START Information supplied
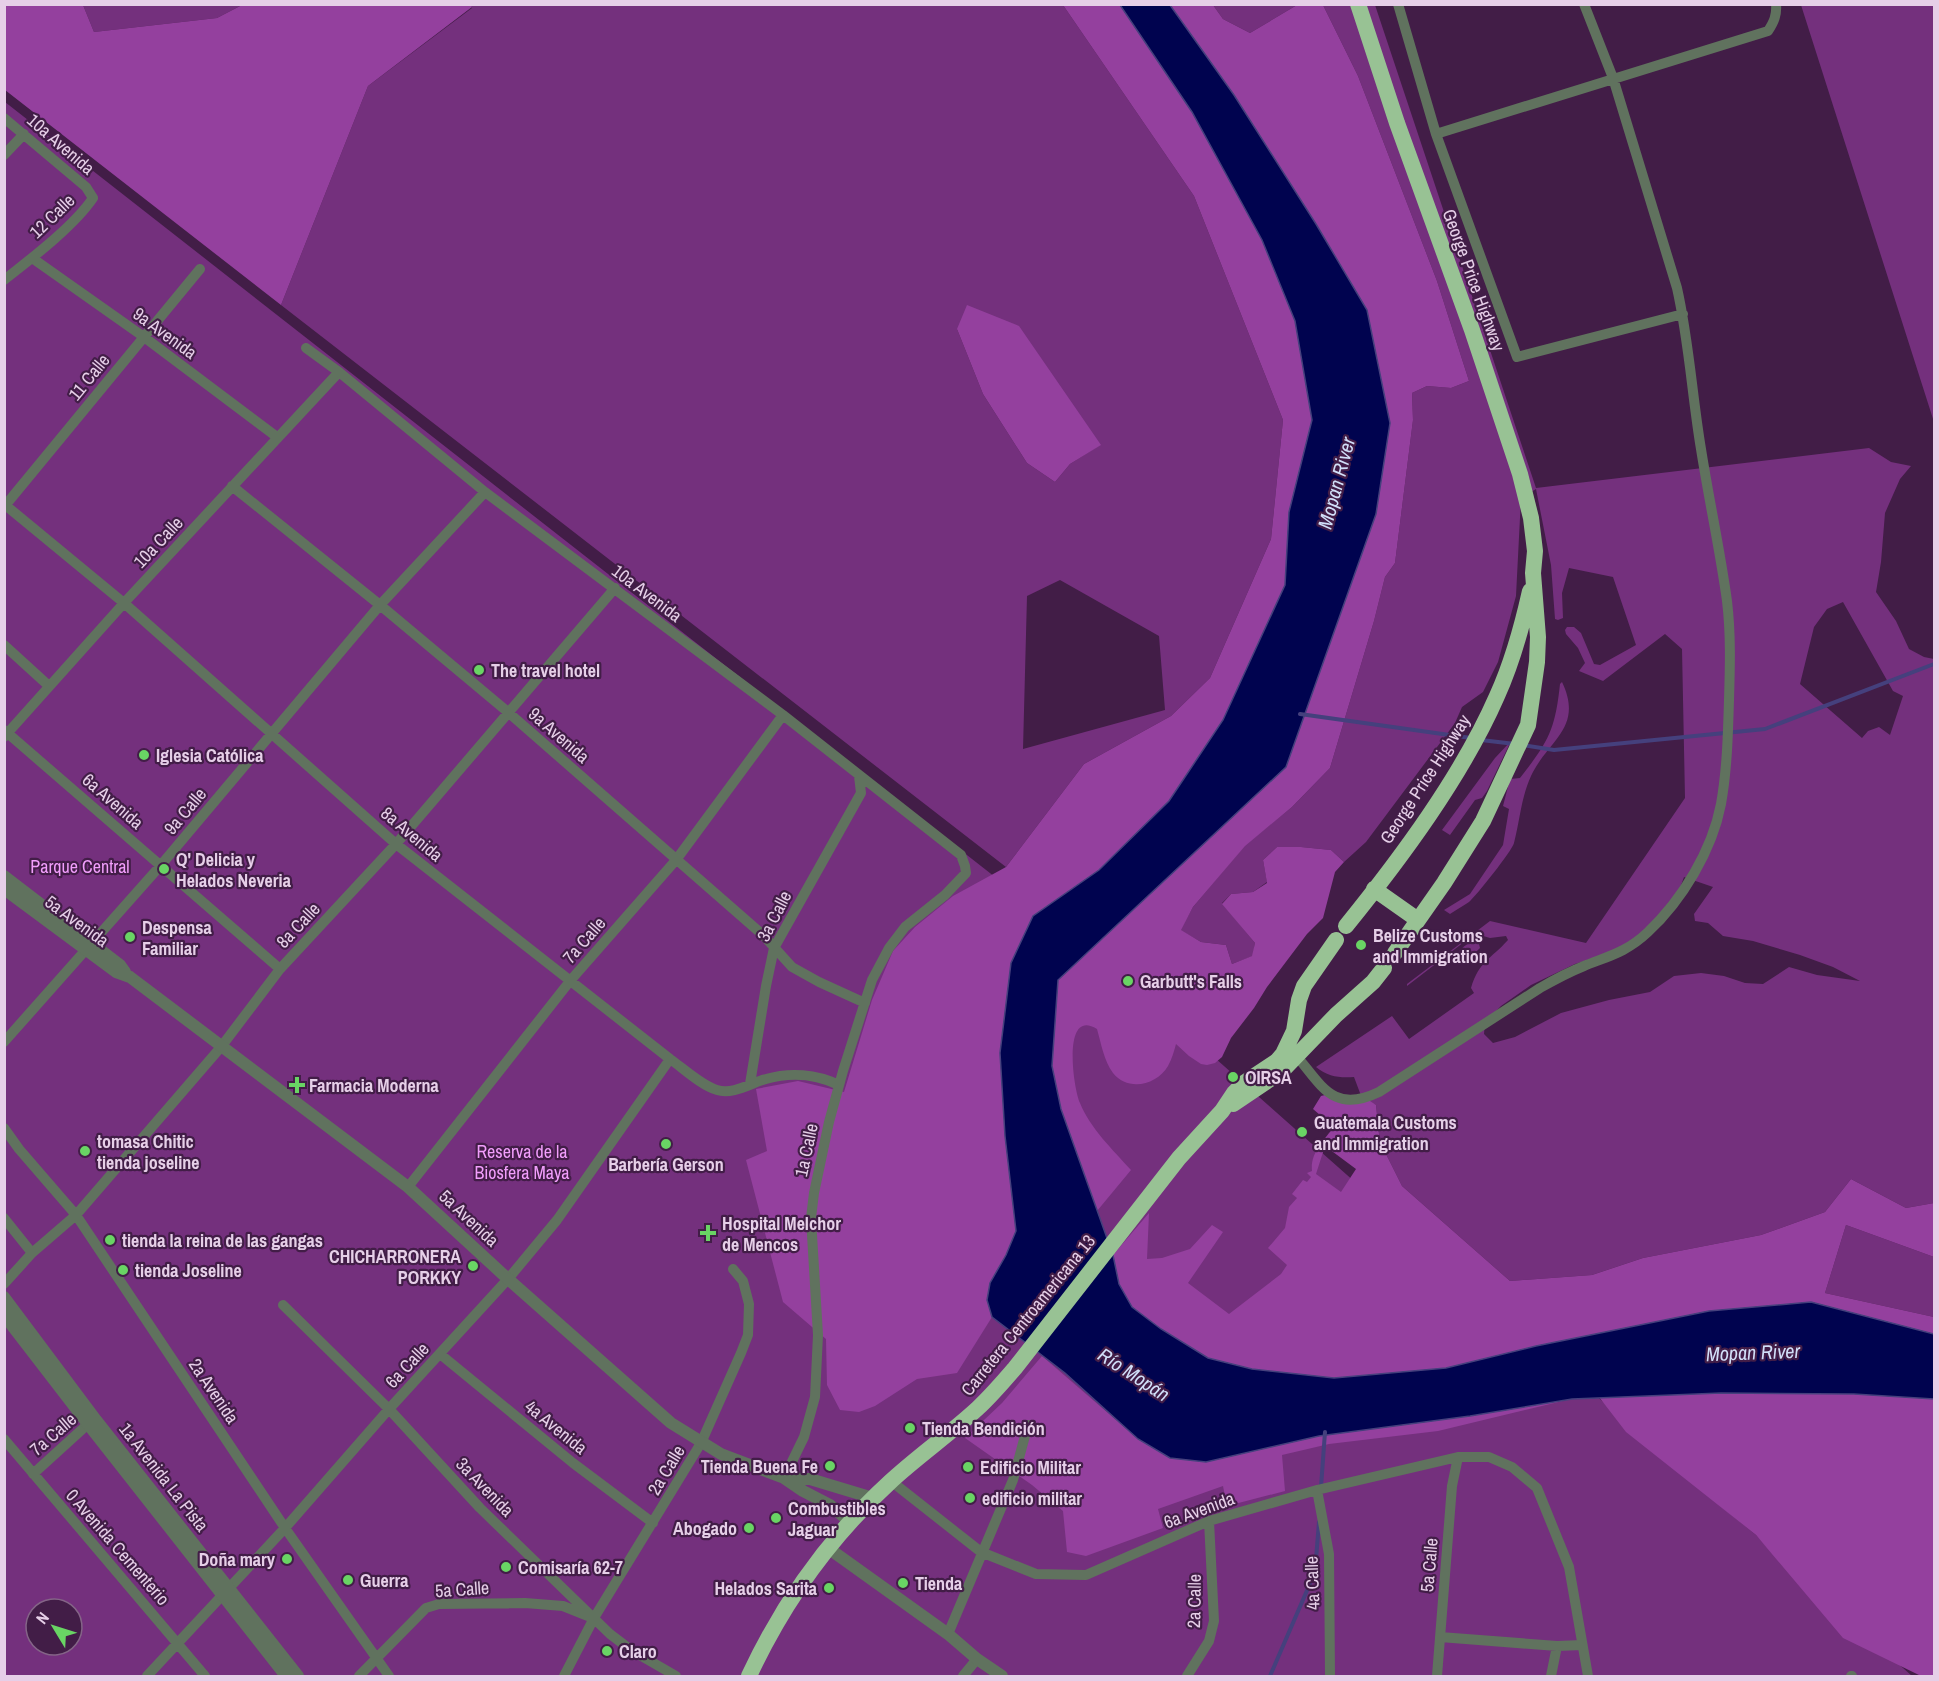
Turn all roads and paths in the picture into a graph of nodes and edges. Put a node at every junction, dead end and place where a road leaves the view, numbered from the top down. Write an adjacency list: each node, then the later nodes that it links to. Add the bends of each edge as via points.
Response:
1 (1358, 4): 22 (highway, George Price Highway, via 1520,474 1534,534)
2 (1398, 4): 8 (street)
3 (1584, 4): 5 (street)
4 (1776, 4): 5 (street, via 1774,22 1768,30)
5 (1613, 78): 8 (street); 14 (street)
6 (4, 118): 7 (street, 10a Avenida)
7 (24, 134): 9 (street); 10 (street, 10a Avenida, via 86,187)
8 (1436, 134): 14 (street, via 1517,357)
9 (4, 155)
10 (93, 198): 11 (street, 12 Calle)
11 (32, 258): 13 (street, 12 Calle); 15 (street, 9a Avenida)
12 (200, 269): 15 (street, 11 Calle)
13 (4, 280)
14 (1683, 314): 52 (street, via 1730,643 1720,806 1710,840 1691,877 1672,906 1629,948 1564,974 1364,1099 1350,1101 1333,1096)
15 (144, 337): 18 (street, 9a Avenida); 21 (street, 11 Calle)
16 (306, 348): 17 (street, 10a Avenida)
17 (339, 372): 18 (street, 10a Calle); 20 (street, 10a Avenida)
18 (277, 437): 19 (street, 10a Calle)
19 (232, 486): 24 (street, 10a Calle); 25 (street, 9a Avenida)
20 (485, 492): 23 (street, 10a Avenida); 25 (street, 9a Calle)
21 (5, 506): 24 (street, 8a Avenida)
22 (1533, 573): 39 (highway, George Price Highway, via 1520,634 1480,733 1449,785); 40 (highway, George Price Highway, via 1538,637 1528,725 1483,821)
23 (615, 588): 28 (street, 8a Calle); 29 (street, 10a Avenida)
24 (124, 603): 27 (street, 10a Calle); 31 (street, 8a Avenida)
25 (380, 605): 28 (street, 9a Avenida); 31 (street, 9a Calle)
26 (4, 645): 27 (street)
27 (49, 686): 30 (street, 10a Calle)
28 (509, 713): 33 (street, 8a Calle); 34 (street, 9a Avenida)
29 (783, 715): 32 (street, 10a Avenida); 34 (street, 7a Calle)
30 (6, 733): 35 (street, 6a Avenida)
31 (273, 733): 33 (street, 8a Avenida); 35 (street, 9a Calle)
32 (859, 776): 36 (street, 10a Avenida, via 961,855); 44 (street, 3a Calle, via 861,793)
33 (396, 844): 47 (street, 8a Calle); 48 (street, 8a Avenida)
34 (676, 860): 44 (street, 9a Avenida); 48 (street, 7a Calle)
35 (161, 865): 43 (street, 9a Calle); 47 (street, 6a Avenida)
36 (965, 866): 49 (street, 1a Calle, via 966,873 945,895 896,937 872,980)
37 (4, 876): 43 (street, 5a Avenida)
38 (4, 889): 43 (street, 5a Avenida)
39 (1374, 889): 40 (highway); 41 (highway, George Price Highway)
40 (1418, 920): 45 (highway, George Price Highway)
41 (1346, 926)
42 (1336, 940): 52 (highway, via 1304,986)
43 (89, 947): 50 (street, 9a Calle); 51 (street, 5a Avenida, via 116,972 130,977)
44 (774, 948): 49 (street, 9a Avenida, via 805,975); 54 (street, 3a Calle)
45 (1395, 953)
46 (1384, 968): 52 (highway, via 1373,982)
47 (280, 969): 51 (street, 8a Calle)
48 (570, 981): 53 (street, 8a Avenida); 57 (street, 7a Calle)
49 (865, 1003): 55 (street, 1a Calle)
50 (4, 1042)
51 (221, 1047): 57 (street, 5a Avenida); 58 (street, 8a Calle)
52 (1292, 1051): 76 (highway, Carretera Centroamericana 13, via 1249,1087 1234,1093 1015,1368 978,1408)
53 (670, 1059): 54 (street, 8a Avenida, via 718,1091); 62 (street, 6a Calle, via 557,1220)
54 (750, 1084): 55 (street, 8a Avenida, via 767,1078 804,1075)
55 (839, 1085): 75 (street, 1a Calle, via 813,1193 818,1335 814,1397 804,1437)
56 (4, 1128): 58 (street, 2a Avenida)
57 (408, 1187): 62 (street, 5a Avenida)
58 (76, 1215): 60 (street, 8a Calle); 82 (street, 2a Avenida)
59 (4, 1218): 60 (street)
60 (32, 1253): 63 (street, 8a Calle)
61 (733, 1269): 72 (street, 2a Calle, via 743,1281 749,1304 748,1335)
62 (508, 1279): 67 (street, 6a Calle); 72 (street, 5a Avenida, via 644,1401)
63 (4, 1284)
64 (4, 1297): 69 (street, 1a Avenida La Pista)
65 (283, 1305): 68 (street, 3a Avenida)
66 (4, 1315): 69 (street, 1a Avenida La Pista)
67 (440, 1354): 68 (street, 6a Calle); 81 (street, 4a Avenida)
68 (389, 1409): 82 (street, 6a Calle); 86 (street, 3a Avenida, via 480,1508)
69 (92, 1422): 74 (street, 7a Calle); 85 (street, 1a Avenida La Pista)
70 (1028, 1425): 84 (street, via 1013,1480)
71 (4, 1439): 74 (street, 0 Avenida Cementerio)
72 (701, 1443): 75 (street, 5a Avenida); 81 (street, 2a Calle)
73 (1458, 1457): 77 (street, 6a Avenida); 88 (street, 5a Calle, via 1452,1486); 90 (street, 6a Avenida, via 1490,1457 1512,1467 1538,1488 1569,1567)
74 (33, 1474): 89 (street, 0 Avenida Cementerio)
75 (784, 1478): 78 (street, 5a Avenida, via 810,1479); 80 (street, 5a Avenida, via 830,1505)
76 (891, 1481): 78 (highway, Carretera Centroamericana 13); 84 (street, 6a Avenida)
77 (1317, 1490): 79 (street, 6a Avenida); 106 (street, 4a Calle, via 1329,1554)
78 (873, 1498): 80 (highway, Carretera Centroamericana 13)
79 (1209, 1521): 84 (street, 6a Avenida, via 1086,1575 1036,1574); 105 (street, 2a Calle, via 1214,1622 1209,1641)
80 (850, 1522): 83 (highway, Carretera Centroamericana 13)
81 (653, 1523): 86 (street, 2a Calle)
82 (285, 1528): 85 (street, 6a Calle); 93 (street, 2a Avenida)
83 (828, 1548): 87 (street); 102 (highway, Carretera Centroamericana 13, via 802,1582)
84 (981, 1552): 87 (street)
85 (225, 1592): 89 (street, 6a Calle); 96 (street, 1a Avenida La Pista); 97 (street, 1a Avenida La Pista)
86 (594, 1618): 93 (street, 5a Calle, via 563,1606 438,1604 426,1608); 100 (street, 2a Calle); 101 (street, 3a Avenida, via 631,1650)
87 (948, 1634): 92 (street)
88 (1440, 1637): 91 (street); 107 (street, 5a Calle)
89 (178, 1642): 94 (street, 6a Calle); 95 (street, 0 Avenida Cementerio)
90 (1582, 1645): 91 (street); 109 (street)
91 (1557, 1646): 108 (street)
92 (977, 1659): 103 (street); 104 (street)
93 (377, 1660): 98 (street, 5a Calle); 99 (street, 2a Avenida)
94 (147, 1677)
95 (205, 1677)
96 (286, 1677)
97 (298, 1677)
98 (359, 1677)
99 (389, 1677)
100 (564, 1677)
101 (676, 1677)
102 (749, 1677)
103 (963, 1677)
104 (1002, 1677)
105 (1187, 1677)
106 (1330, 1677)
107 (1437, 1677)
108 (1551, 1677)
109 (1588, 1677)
END Information supplied
• Task objective: In the entries above, identify every line with the word "Carretera". Copy those lines.

• Solution for this task:
52 (1292, 1051): 76 (highway, Carretera Centroamericana 13, via 1249,1087 1234,1093 1015,1368 978,1408)
76 (891, 1481): 78 (highway, Carretera Centroamericana 13); 84 (street, 6a Avenida)
78 (873, 1498): 80 (highway, Carretera Centroamericana 13)
80 (850, 1522): 83 (highway, Carretera Centroamericana 13)
83 (828, 1548): 87 (street); 102 (highway, Carretera Centroamericana 13, via 802,1582)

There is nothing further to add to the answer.